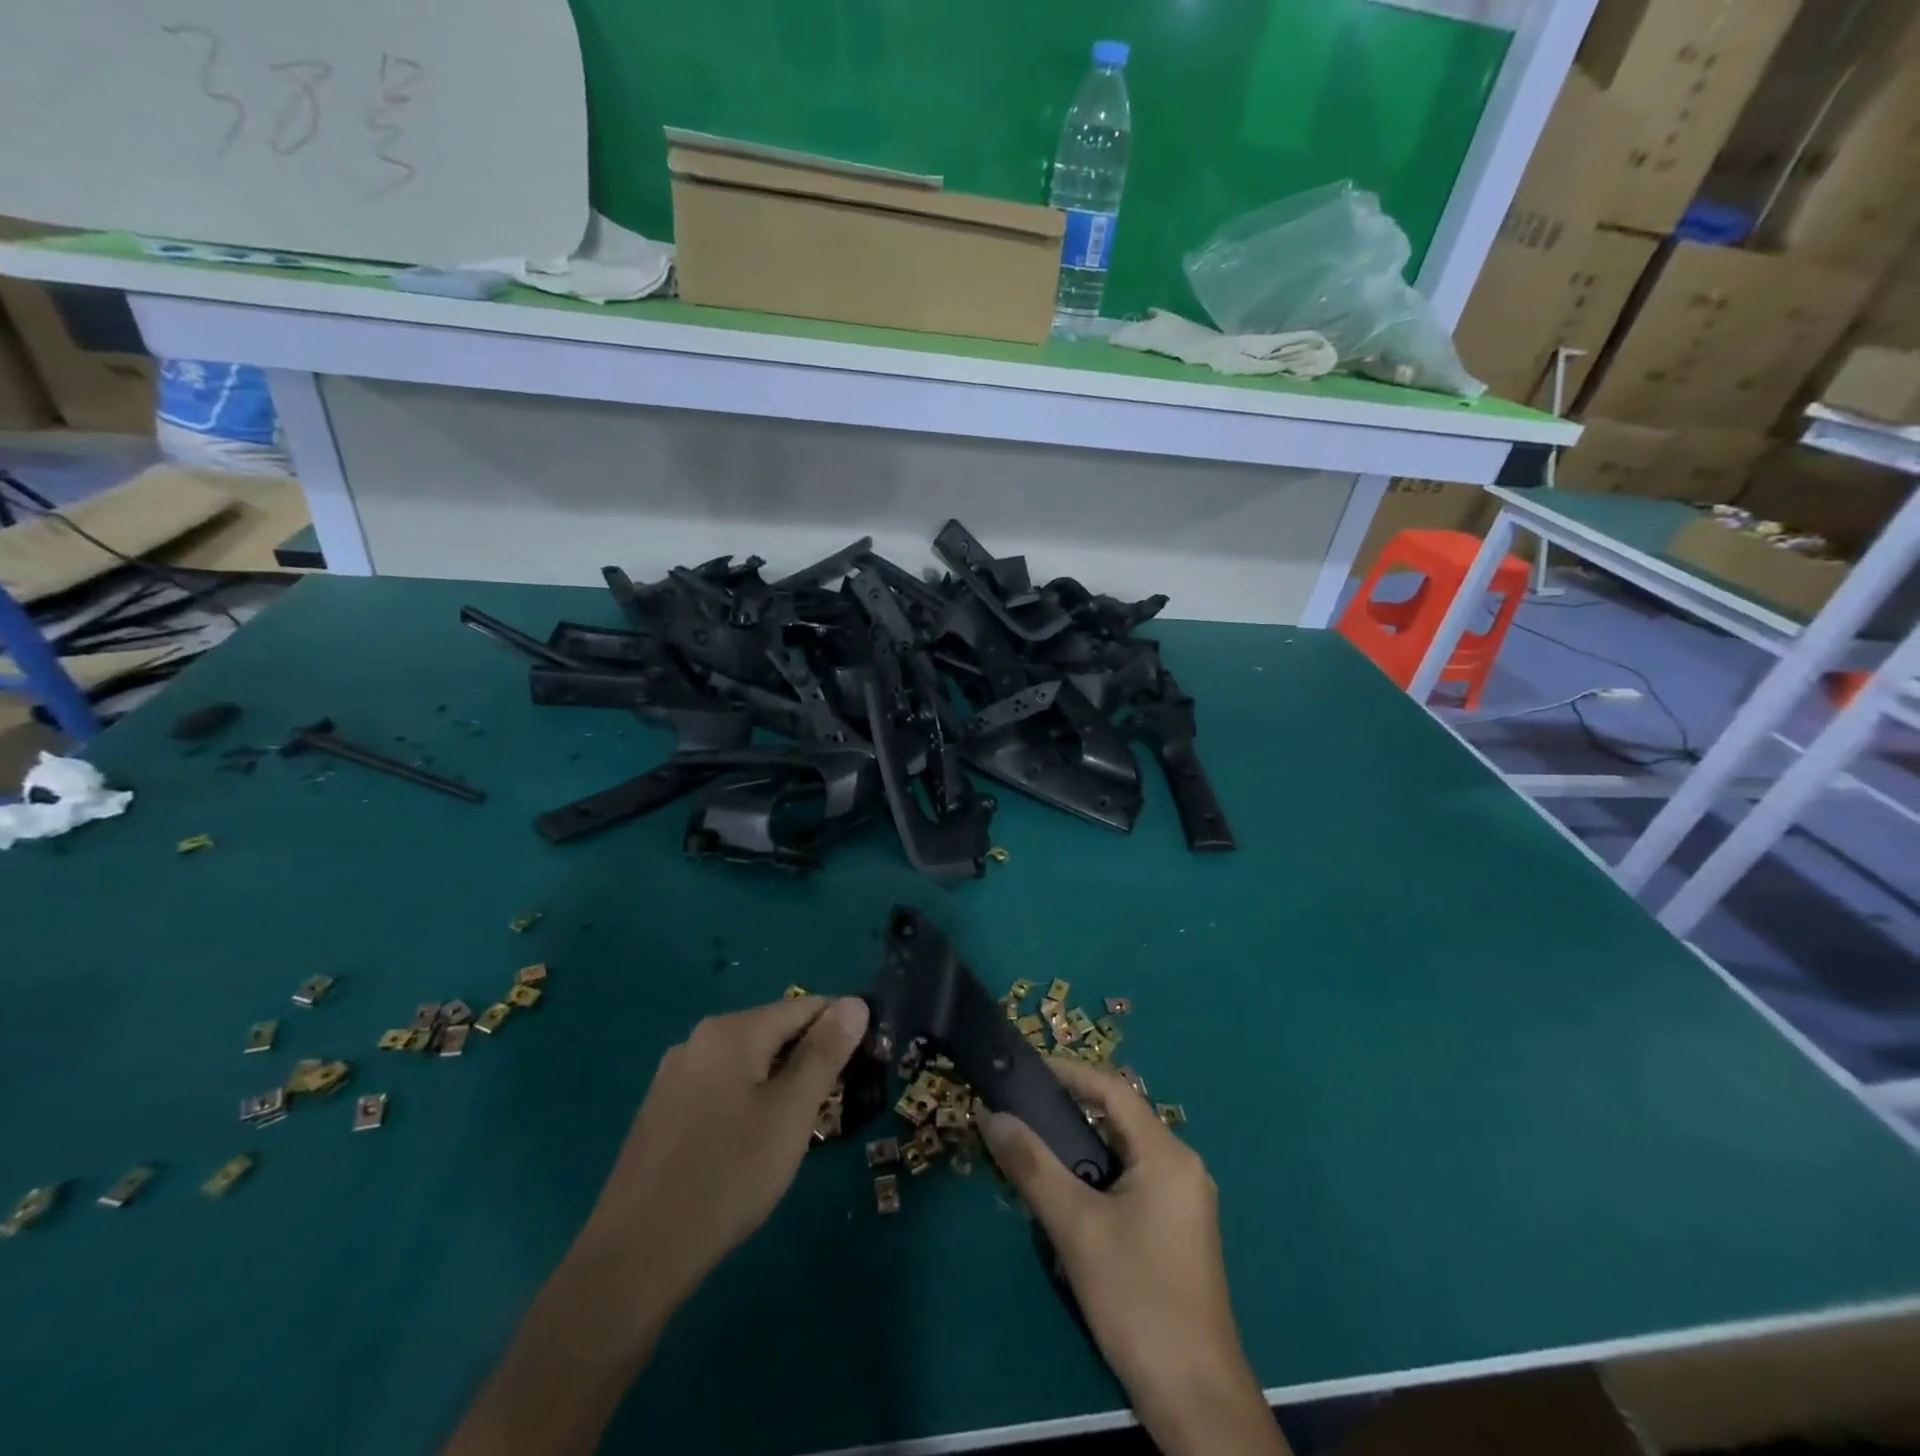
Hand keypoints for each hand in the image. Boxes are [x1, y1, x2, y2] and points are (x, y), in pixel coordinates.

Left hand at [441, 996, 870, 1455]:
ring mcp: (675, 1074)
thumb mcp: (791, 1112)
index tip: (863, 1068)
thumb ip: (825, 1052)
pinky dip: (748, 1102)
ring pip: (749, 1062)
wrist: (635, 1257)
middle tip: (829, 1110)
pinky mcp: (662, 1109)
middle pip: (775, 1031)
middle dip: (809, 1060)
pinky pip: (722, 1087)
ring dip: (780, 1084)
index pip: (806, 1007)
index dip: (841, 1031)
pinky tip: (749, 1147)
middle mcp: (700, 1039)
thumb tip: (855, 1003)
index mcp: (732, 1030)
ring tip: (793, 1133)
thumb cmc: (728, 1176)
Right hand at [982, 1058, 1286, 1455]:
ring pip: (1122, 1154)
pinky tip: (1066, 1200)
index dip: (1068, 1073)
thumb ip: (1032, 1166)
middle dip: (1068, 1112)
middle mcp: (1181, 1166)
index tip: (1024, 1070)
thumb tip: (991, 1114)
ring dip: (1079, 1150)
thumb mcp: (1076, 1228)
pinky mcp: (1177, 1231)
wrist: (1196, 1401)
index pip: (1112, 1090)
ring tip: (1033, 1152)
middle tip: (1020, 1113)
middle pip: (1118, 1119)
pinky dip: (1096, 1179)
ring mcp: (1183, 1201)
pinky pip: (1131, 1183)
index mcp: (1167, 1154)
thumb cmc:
___
### Try it
Take the records above and return, word for word, only the lines that fall from the line with "middle dip: (809, 1060)" to the line with "thumb cmc: (728, 1176)", both of them included.

### Response to this exercise
middle dip: (809, 1060)
pinky pip: (722, 1087)
ring dip: (780, 1084)
index pip: (806, 1007)
index dip: (841, 1031)
pinky tip: (749, 1147)
middle mcp: (700, 1039)
thumb tip: (855, 1003)
index mcp: (732, 1030)
ring tip: (793, 1133)
thumb cmc: (728, 1176)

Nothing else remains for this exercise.